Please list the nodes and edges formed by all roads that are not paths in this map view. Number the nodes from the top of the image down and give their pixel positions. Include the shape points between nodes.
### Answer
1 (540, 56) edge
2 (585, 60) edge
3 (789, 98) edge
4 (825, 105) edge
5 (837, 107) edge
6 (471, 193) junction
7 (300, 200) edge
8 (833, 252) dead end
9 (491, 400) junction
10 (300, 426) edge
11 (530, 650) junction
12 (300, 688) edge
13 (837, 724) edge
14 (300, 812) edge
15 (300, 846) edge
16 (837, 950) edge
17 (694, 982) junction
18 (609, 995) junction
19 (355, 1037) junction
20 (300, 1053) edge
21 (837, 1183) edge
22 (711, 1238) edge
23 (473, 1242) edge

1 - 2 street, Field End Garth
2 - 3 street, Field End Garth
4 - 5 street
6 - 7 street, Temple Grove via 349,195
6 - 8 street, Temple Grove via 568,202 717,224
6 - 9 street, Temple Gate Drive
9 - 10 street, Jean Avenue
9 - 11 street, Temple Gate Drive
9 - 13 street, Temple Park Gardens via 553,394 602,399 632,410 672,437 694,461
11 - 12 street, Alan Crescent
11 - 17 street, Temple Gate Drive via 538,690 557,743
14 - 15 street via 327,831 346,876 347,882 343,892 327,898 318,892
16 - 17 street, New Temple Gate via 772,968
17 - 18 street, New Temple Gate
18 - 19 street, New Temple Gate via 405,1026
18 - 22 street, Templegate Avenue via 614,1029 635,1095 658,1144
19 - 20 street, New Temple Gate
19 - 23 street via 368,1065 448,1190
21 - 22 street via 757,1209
-=-=-
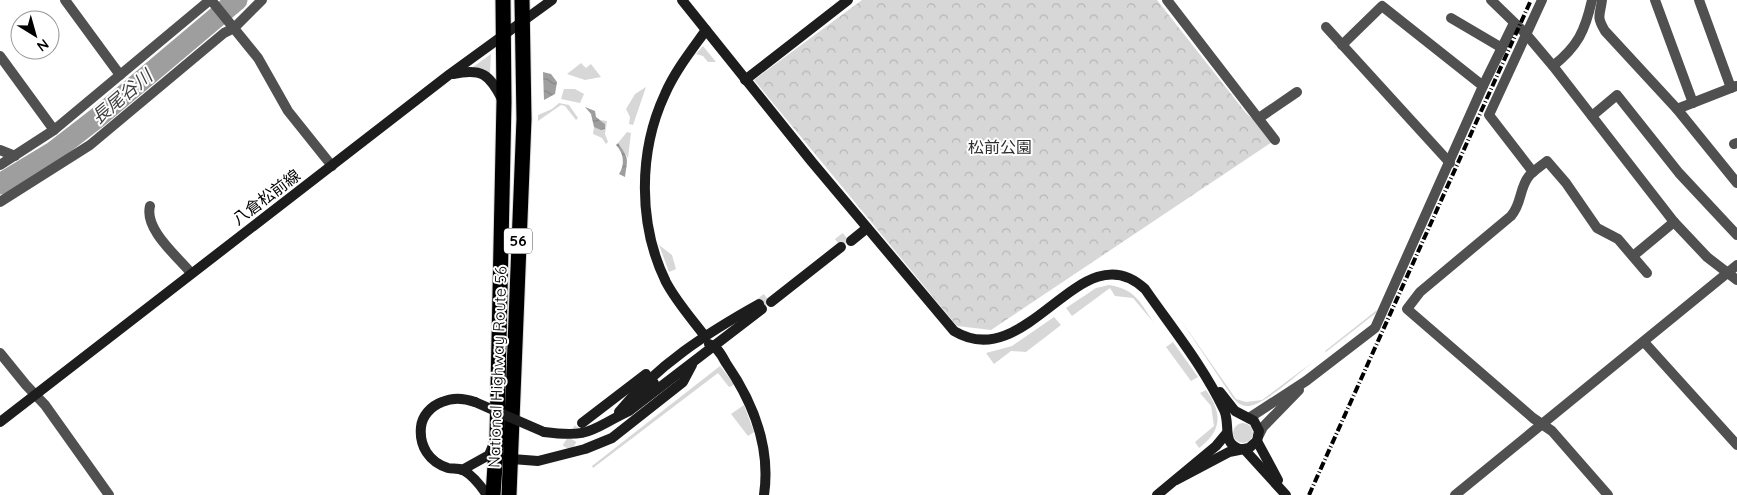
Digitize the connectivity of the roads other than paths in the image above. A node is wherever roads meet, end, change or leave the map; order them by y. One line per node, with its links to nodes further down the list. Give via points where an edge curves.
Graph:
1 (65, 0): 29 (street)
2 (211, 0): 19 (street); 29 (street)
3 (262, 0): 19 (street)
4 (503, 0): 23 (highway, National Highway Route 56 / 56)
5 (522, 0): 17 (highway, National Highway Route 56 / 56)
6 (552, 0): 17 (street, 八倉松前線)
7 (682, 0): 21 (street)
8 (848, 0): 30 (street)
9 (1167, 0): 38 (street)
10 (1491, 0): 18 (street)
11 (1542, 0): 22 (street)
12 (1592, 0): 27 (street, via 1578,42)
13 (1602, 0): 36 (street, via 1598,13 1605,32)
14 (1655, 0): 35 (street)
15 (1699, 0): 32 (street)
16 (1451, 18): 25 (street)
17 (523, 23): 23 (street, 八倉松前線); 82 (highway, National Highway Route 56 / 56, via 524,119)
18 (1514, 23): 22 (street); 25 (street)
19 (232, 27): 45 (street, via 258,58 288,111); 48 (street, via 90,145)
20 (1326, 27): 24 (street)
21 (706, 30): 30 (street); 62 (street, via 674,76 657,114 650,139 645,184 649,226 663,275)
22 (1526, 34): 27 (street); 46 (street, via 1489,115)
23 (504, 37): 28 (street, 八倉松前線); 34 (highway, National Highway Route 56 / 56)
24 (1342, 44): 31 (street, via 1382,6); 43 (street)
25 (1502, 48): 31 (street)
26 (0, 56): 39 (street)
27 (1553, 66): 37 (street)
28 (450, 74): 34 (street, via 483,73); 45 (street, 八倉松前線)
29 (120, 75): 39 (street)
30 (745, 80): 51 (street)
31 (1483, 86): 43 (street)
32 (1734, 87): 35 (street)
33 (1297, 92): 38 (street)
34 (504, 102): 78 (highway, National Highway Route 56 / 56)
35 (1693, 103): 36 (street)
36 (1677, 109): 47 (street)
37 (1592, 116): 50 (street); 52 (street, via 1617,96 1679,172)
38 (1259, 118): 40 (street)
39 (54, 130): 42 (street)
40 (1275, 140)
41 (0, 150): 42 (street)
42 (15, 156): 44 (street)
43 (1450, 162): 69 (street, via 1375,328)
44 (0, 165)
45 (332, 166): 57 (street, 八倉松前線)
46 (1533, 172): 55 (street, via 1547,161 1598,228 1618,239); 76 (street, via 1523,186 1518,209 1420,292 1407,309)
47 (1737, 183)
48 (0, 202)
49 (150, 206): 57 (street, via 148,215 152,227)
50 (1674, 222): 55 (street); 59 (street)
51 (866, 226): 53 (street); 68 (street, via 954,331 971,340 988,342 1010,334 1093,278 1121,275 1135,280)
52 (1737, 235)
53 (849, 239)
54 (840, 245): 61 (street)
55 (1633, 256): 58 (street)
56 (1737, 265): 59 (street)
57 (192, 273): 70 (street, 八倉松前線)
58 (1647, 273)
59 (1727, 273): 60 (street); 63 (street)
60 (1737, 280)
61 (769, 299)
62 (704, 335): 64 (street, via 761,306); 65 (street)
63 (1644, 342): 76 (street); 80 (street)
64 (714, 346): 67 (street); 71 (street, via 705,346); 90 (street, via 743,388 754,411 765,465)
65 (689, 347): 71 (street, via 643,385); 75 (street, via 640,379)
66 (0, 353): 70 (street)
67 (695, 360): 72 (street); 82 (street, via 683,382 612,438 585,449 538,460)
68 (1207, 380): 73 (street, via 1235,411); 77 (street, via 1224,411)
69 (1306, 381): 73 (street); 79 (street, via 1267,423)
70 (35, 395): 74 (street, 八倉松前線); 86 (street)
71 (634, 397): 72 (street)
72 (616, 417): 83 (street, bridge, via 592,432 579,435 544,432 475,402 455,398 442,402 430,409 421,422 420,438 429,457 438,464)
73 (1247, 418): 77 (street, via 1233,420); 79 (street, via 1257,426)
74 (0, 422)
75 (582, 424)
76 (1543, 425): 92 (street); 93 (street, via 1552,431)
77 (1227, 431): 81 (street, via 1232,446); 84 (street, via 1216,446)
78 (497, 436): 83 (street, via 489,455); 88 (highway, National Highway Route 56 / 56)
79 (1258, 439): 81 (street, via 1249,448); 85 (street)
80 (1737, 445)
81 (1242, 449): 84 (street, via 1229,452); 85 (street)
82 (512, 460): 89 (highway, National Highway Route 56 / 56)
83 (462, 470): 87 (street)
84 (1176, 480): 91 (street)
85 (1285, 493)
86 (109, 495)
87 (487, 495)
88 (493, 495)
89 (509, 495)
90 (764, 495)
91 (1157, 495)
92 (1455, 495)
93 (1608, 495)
-=-=-
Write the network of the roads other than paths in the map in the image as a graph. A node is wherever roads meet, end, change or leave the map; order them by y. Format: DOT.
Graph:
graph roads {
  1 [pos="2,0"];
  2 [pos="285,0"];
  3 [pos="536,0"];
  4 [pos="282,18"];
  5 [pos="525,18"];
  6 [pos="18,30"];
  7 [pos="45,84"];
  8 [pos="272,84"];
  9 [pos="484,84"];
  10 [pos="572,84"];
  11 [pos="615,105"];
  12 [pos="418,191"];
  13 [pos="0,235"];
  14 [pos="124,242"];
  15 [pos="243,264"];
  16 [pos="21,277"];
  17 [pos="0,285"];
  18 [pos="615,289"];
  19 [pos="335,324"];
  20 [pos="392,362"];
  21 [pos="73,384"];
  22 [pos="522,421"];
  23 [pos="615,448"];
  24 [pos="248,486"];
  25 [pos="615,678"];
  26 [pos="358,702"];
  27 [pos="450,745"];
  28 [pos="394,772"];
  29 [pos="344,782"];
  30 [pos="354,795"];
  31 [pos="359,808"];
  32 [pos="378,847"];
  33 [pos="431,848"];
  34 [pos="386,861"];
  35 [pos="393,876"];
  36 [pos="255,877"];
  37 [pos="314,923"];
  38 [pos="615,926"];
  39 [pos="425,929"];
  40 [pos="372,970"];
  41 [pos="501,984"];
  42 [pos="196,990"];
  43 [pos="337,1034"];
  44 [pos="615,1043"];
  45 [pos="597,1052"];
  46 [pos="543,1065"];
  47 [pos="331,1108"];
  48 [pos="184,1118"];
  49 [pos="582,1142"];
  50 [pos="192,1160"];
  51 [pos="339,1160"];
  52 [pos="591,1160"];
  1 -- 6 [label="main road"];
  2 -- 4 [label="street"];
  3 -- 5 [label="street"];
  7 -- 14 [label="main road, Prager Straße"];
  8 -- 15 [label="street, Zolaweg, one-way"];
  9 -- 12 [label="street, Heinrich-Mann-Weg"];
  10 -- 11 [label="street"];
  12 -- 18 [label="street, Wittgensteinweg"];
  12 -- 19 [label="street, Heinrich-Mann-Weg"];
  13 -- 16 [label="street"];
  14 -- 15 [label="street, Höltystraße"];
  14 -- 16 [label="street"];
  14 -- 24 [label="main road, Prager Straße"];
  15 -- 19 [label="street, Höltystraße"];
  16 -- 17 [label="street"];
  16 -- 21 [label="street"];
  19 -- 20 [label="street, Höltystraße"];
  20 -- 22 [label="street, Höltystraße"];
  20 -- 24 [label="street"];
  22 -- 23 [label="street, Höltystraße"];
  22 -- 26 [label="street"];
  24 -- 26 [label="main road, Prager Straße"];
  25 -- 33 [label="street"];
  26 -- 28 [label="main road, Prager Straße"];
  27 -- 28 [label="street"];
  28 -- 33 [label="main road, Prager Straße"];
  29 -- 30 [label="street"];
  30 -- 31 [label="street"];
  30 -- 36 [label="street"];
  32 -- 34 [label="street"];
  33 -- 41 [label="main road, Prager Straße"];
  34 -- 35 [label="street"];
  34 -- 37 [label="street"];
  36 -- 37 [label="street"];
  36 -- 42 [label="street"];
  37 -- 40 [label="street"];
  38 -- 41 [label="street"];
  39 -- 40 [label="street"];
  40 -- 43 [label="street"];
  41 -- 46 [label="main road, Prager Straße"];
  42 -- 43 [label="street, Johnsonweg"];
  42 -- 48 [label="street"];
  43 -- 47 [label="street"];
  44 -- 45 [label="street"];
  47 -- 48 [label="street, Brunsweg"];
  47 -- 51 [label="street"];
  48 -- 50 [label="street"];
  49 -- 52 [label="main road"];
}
-=-=-
_Directions_:
Please report every line among the entries that includes "down".

_Answer_:
Please list the nodes and edges formed by all roads that are not paths in this map view. Number the nodes from the top of the image down and give their pixel positions. Include the shape points between nodes.
Digitize the connectivity of the roads other than paths in the image above. A node is wherever roads meet, end, change or leave the map; order them by y. One line per node, with its links to nodes further down the list. Give via points where an edge curves.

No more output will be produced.